Materials provided: Begin

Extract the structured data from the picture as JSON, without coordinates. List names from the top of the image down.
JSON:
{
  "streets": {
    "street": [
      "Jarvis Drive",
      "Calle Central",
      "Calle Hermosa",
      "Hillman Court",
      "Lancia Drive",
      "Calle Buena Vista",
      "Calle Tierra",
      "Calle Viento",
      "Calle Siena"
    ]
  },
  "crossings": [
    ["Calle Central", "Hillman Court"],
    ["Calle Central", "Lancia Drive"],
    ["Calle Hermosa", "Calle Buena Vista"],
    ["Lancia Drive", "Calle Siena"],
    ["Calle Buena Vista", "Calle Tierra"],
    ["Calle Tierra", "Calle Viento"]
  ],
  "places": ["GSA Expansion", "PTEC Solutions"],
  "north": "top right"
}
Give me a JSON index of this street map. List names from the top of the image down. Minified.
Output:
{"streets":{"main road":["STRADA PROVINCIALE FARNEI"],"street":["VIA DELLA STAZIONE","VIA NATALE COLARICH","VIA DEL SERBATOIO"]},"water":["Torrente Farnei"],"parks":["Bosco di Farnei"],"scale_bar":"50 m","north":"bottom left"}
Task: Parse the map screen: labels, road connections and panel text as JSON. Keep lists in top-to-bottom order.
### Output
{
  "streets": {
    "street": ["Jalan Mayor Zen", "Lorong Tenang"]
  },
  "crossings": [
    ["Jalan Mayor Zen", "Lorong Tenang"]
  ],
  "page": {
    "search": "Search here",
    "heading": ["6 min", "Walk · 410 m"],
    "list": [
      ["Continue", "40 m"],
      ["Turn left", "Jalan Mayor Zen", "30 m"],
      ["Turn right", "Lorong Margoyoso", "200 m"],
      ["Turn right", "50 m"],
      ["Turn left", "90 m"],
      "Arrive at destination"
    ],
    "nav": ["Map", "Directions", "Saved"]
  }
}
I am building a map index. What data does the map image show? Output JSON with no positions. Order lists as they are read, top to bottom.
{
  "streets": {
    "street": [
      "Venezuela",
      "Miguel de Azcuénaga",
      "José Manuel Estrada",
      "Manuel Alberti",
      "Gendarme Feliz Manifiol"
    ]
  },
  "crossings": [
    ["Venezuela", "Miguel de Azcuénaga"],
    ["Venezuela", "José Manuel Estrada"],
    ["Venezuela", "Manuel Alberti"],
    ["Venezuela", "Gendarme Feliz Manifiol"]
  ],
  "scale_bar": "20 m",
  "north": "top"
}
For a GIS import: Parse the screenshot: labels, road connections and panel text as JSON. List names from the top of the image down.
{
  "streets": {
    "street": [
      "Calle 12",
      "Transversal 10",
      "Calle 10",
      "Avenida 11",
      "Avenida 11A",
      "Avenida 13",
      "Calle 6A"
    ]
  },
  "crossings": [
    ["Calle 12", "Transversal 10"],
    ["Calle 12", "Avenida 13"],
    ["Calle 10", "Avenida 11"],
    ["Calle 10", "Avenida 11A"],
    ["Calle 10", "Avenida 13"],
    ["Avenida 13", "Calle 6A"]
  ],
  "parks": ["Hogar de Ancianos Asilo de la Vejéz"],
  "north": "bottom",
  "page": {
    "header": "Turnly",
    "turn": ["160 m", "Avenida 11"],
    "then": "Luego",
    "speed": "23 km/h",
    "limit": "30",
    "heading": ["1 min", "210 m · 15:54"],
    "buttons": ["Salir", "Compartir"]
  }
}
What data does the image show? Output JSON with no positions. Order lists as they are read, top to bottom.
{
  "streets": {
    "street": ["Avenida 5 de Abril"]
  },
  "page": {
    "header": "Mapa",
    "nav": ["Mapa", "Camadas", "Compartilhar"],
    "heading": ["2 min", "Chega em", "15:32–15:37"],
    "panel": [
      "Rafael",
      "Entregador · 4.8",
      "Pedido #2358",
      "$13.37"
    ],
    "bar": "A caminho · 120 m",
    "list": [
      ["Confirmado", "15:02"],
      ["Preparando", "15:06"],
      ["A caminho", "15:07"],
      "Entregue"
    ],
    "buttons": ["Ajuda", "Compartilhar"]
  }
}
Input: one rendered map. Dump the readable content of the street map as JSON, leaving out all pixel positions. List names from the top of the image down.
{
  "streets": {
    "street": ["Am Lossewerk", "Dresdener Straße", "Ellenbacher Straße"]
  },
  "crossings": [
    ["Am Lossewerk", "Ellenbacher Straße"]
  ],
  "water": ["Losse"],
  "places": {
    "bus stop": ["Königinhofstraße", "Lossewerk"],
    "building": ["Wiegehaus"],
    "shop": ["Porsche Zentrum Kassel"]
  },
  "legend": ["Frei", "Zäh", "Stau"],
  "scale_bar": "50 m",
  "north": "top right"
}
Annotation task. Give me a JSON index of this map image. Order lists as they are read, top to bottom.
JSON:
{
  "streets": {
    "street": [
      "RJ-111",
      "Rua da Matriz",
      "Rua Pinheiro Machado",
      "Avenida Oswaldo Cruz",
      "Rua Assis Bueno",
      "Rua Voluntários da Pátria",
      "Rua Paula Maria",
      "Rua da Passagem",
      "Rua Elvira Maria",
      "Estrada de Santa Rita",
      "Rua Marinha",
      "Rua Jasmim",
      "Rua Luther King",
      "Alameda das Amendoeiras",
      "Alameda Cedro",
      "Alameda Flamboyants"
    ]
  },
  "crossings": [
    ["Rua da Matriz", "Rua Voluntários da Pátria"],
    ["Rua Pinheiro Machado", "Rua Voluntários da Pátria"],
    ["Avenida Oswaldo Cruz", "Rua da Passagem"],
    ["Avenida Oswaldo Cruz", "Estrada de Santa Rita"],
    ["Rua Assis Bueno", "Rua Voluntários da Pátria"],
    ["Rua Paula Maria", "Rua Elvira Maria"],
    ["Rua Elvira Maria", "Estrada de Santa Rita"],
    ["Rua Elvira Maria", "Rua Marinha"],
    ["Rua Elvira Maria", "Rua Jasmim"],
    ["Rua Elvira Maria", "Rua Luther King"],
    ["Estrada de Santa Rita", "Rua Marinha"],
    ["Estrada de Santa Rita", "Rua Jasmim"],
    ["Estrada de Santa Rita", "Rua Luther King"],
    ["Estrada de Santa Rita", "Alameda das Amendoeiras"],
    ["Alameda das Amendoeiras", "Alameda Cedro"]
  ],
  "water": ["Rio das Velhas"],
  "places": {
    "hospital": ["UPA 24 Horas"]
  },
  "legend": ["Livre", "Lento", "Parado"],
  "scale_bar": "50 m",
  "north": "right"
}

Materials provided: End

If a line in the records above holds the string "this", copy it out.

Give me a JSON index of this street map. List names from the top of the image down. Minified.
Annotation task. Give me a JSON index of this map image. Order lists as they are read, top to bottom.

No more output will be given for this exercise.